Your task is to find every line in the records that holds the string "filter" and copy it.

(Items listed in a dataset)

──────

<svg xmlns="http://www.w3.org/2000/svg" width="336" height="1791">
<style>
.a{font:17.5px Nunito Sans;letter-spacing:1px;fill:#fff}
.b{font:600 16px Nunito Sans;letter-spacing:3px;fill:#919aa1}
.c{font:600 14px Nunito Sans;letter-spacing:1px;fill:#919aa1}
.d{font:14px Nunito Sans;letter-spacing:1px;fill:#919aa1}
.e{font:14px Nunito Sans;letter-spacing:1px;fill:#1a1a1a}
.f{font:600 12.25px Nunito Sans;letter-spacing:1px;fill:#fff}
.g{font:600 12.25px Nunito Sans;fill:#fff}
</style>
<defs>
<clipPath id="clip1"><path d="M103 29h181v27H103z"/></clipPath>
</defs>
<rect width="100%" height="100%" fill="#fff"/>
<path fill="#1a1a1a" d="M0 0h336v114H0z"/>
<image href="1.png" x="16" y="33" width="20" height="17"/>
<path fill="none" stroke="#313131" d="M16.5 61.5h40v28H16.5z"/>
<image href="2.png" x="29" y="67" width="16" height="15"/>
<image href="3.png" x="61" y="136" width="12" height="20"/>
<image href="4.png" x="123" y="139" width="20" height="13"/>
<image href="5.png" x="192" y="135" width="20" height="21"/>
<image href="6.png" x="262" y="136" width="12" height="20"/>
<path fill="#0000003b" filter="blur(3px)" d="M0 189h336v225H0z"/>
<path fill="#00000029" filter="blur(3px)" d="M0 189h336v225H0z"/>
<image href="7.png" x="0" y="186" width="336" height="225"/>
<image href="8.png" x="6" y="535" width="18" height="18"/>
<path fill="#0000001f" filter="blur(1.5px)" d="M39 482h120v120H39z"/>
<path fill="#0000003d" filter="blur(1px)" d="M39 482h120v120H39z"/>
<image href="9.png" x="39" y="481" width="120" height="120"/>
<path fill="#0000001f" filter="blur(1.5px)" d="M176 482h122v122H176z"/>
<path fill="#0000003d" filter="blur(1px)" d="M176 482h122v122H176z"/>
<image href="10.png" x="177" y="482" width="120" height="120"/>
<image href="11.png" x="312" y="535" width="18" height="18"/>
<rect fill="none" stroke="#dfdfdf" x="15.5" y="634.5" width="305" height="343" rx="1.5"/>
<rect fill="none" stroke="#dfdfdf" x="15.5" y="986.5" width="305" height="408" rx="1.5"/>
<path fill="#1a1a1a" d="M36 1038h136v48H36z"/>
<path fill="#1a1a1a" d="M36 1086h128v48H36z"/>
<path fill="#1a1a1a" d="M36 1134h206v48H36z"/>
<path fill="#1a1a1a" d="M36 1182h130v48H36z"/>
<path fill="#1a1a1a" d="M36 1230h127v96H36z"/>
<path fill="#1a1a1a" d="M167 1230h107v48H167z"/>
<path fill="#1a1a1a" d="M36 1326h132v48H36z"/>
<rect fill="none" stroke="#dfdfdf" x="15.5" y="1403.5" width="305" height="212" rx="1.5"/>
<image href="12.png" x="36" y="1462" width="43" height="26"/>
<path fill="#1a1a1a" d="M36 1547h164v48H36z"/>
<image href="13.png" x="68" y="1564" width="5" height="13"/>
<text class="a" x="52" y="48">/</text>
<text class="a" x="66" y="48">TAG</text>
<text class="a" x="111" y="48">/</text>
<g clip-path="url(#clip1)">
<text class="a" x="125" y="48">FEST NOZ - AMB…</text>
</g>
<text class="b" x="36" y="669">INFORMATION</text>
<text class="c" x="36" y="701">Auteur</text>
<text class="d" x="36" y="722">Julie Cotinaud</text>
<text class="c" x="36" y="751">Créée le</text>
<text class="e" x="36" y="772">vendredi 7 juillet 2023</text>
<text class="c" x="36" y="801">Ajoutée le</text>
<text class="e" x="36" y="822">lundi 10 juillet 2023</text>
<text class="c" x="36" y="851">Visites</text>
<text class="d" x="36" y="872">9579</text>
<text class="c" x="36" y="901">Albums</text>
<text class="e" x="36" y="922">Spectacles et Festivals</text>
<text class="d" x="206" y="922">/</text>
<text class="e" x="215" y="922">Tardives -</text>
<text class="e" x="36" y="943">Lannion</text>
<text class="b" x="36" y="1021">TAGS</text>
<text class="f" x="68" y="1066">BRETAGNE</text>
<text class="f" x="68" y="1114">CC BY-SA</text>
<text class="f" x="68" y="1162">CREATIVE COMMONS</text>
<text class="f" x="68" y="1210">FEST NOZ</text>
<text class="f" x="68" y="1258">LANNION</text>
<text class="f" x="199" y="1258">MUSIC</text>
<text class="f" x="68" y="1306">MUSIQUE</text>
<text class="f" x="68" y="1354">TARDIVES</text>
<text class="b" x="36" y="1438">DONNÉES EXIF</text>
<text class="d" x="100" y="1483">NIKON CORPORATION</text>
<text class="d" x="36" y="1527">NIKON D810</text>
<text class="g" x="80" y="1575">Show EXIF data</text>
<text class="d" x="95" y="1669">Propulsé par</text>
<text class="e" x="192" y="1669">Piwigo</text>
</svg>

──────

◆ Answer section
<path fill="#0000003b" filter="blur(3px)" d="M0 189h336v225H0z"/>
<path fill="#00000029" filter="blur(3px)" d="M0 189h336v225H0z"/>
<path fill="#0000001f" filter="blur(1.5px)" d="M39 482h120v120H39z"/>
<path fill="#0000003d" filter="blur(1px)" d="M39 482h120v120H39z"/>
<path fill="#0000001f" filter="blur(1.5px)" d="M176 482h122v122H176z"/>
<path fill="#0000003d" filter="blur(1px)" d="M176 482h122v122H176z"/>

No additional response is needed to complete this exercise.